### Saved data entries

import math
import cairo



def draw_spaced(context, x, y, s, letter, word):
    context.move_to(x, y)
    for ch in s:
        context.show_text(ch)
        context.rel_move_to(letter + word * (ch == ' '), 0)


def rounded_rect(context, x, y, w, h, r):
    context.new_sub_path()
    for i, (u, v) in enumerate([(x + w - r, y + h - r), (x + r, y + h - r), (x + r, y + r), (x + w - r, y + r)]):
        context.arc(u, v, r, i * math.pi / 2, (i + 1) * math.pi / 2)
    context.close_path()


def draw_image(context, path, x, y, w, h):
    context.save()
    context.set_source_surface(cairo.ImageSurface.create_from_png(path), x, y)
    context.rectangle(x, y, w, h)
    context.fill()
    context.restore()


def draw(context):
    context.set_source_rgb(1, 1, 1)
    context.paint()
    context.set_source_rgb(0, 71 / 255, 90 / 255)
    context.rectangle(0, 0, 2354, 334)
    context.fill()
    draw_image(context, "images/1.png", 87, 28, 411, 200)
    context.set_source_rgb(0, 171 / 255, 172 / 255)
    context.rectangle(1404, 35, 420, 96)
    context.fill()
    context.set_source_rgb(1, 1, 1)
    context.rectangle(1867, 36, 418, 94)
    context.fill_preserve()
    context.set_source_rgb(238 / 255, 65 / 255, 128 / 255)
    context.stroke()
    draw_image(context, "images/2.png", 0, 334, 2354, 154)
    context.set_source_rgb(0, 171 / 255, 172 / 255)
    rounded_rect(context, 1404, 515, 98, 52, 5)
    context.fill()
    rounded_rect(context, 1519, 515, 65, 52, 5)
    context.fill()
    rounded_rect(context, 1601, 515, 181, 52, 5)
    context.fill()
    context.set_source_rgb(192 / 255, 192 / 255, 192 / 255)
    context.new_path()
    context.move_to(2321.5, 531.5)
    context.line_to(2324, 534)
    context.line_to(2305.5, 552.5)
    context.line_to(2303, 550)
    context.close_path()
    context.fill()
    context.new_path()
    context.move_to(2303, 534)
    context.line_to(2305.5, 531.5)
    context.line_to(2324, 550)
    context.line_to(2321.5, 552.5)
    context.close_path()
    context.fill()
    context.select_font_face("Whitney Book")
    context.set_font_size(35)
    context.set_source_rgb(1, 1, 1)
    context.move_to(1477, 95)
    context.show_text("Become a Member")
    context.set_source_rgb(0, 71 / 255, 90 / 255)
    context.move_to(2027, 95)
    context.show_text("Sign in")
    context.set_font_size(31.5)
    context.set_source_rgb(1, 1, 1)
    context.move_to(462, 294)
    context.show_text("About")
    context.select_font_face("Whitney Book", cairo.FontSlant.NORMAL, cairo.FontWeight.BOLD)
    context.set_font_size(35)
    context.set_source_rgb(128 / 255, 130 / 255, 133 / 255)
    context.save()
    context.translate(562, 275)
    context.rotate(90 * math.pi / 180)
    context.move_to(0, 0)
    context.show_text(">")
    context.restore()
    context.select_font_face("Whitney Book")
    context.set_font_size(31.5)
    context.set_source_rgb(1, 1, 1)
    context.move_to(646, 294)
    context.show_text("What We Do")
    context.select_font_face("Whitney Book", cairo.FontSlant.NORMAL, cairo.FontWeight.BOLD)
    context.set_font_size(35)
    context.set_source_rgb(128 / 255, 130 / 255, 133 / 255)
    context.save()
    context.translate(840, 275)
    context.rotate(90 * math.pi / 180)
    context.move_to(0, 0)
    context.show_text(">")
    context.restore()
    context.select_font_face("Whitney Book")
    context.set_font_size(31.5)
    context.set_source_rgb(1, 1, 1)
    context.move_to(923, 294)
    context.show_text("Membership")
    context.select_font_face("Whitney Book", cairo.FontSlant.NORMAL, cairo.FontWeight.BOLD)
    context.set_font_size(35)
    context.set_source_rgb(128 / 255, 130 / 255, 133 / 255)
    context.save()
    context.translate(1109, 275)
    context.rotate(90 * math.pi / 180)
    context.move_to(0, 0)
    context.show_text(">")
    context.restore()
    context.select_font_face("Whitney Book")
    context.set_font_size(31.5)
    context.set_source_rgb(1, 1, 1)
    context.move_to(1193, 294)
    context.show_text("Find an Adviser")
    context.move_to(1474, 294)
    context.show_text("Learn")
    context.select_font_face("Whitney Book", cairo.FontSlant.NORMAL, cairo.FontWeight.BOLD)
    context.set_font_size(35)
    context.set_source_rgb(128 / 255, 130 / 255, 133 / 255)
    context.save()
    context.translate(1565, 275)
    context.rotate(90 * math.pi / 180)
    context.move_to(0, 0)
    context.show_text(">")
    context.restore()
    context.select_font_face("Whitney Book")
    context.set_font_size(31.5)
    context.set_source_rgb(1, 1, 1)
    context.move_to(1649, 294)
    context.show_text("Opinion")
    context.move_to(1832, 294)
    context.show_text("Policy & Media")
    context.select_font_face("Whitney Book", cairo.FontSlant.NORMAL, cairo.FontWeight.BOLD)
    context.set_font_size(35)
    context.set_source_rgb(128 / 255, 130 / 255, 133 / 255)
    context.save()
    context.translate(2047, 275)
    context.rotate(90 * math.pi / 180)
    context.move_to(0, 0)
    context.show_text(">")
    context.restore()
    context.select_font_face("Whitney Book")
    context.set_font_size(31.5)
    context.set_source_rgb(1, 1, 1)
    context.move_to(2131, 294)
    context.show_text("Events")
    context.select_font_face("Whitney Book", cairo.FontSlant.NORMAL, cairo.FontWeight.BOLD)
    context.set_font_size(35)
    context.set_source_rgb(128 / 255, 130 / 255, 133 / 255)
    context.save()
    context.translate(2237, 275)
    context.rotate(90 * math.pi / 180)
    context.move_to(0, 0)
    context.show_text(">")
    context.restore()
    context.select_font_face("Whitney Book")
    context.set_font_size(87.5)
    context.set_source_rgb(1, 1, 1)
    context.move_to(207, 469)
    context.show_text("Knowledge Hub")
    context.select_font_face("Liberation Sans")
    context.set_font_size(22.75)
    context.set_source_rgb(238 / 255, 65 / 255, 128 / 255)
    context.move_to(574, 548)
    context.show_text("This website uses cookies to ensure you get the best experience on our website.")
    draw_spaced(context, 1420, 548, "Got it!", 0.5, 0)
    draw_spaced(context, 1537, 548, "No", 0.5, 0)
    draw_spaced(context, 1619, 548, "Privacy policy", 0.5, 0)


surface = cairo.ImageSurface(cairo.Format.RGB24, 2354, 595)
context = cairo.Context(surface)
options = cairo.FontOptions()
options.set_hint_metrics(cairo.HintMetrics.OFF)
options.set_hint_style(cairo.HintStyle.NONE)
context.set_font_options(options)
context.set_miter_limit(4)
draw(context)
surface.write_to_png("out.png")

### Exercise directions
All that is needed is the opening run of the data, given again exactly: please include every line from the first through the line with "context.new_sub_path()", both ends kept.

### Response to the exercise
import math
import cairo



def draw_spaced(context, x, y, s, letter, word):
    context.move_to(x, y)
    for ch in s:
        context.show_text(ch)
        context.rel_move_to(letter + word * (ch == ' '), 0)


def rounded_rect(context, x, y, w, h, r):
    context.new_sub_path()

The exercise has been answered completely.